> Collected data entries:
# # #
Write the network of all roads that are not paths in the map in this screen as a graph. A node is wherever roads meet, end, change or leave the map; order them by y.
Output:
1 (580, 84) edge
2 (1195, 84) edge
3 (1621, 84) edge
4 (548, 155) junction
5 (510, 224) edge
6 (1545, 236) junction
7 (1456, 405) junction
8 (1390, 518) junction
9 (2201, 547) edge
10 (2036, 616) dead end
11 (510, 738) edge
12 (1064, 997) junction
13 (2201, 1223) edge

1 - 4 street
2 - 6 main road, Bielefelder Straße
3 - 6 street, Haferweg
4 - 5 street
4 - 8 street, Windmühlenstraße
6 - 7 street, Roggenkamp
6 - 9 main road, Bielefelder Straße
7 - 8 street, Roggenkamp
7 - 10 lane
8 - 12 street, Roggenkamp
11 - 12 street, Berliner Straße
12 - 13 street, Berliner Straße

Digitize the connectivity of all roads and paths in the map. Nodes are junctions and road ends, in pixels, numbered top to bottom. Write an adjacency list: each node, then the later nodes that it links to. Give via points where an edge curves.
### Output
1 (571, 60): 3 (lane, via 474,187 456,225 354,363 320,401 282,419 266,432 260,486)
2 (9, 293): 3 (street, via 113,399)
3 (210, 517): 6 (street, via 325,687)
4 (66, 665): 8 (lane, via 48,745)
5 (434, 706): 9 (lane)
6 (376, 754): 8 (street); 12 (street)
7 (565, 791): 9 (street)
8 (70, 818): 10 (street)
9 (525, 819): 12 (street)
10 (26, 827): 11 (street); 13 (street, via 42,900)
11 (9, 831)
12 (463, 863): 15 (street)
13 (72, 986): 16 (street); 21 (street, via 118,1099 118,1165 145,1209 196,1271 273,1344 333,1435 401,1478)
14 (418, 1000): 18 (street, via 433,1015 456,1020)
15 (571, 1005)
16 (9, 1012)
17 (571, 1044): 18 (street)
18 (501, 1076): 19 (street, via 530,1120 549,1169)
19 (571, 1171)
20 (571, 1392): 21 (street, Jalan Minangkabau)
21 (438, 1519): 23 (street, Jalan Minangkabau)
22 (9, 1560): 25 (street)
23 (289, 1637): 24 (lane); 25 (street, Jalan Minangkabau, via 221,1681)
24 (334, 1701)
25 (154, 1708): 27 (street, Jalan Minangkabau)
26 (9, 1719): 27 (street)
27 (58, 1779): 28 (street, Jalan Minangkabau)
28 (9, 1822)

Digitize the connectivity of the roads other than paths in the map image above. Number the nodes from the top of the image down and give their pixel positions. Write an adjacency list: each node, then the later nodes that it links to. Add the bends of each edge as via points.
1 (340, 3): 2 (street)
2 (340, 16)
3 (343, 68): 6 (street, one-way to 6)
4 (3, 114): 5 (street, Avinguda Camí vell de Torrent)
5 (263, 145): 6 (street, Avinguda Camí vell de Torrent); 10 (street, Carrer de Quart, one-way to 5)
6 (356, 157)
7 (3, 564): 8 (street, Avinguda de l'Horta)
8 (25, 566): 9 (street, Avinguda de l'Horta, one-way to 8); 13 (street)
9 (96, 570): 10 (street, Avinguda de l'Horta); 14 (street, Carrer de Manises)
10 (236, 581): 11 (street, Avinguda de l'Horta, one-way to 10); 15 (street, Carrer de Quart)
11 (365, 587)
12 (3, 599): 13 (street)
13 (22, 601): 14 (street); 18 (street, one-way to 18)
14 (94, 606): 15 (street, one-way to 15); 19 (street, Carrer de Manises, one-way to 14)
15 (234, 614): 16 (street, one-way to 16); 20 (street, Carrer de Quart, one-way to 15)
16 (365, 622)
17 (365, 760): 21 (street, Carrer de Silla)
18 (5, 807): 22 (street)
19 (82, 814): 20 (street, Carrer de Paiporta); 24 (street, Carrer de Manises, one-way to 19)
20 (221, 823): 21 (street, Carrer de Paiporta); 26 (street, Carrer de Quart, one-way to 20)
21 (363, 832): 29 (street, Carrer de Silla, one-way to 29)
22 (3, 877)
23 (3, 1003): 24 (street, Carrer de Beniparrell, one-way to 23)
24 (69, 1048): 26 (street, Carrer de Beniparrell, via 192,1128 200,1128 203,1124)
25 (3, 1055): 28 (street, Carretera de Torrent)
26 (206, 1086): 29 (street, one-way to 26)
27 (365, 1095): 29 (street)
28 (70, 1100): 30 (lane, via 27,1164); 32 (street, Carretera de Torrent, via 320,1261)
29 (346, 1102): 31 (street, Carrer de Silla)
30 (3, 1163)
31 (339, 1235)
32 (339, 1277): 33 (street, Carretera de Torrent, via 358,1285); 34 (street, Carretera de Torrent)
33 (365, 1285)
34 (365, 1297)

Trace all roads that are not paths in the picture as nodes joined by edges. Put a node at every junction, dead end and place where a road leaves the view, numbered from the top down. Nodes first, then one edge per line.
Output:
# # #
> Work order: An exact copy of all the records above is the required answer.

> Result of the task:
Write the network of all roads that are not paths in the map in this screen as a graph. A node is wherever roads meet, end, change or leave the map; order them by y.
Output:
1 (580, 84) edge
2 (1195, 84) edge
3 (1621, 84) edge
4 (548, 155) junction
5 (510, 224) edge
6 (1545, 236) junction
7 (1456, 405) junction
8 (1390, 518) junction
9 (2201, 547) edge
10 (2036, 616) dead end
11 (510, 738) edge
12 (1064, 997) junction
13 (2201, 1223) edge

1 - 4 street
2 - 6 main road, Bielefelder Straße
3 - 6 street, Haferweg
4 - 5 street
4 - 8 street, Windmühlenstraße
6 - 7 street, Roggenkamp
6 - 9 main road, Bielefelder Straße
7 - 8 street, Roggenkamp
7 - 10 lane
8 - 12 street, Roggenkamp
11 - 12 street, Berliner Straße
12 - 13 street, Berliner Straße

Digitize the connectivity of all roads and paths in the map. Nodes are junctions and road ends, in pixels, numbered top to bottom. Write an adjacency list: each node, then the later nodes that it links to. Give via points where an edge curves.
### Output
1 (571, 60): 3 (lane, via 474,187 456,225 354,363 320,401 282,419 266,432 260,486)
2 (9, 293): 3 (street, via 113,399)
3 (210, 517): 6 (street, via 325,687)
4 (66, 665): 8 (lane, via 48,745)
5 (434, 706): 9 (lane)
6 (376, 754): 8 (street); 12 (street)
7 (565, 791): 9 (street)
8 (70, 818): 10 (street)
9 (525, 819): 12 (street)
10 (26, 827): 11 (street); 13 (street, via 42,900)
11 (9, 831)
12 (463, 863): 15 (street)
13 (72, 986): 16 (street); 21 (street, via 118,1099 118,1165 145,1209 196,1271 273,1344 333,1435 401,1478)
14 (418, 1000): 18 (street, via 433,1015 456,1020)
15 (571, 1005)
16 (9, 1012)
17 (571, 1044): 18 (street)
18 (501, 1076): 19 (street, via 530,1120 549,1169)
19 (571, 1171)
20 (571, 1392): 21 (street, Jalan Minangkabau)
21 (438, 1519): 23 (street, Jalan Minangkabau)
22 (9, 1560): 25 (street)
23 (289, 1637): 24 (lane); 25 (street, Jalan Minangkabau, via 221,1681)
24 (334, 1701)
25 (154, 1708): 27 (street, Jalan Minangkabau)
26 (9, 1719): 27 (street)
27 (58, 1779): 28 (street, Jalan Minangkabau)
28 (9, 1822)

Digitize the connectivity of the roads other than paths in the map image above. Number the nodes from the top of the image down and give their pixel positions. Write an adjacency list: each node, then the later nodes that it links to. Add the bends of each edge as via points.
1 (340, 3): 2 (street)
2 (340, 16)
3 (343, 68): 6 (street, one-way to 6)
4 (3, 114): 5 (street, Avinguda Camí vell de Torrent)
5 (263, 145): 6 (street, Avinguda Camí vell de Torrent); 10 (street, Carrer de Quart, one-way to 5)
6 (356, 157)
7 (3, 564): 8 (street, Avinguda de l'Horta)
8 (25, 566): 9 (street, Avinguda de l'Horta, one-way to 8); 13 (street)
9 (96, 570): 10 (street, Avinguda de l'Horta); 14 (street, Carrer de Manises)
10 (236, 581): 11 (street, Avinguda de l'Horta, one-way to 10); 15 (street, Carrer de Quart)
11 (365, 587)
12 (3, 599): 13 (street)
13 (22, 601): 14 (street); 18 (street, one-way to 18)
14 (94, 606): 15 (street, one-way to 15); 19 (street, Carrer de Manises, one-way to 14)
15 (234, 614): 16 (street, one-way to 16); 20 (street, Carrer de Quart, one-way to 15)
16 (365, 622)
17 (365, 760): 21 (street, Carrer de Silla)
18 (5, 807): 22 (street)
19 (82, 814): 20 (street, Carrer de Paiporta); 24 (street, Carrer de Manises, one-way to 19)
20 (221, 823): 21 (street, Carrer de Paiporta); 26 (street, Carrer de Quart, one-way to 20)
21 (363, 832): 29 (street, Carrer de Silla, one-way to 29)
22 (3, 877)
23 (3, 1003): 24 (street, Carrer de Beniparrell, one-way to 23)
24 (69, 1048): 26 (street, Carrer de Beniparrell, via 192,1128 200,1128 203,1124)
25 (3, 1055): 28 (street, Carretera de Torrent)
26 (206, 1086): 29 (street, one-way to 26)
27 (365, 1095): 29 (street)
28 (70, 1100): 30 (lane, via 27,1164); 32 (street, Carretera de Torrent, via 320,1261)
29 (346, 1102): 31 (street, Carrer de Silla)
30 (3, 1163)
31 (339, 1235)
32 (339, 1277): 33 (street, Carretera de Torrent, via 358,1285); 34 (street, Carretera de Torrent)
33 (365, 1285)
34 (365, 1297)

Trace all roads that are not paths in the picture as nodes joined by edges. Put a node at every junction, dead end and place where a road leaves the view, numbered from the top down. Nodes first, then one edge per line.
Output:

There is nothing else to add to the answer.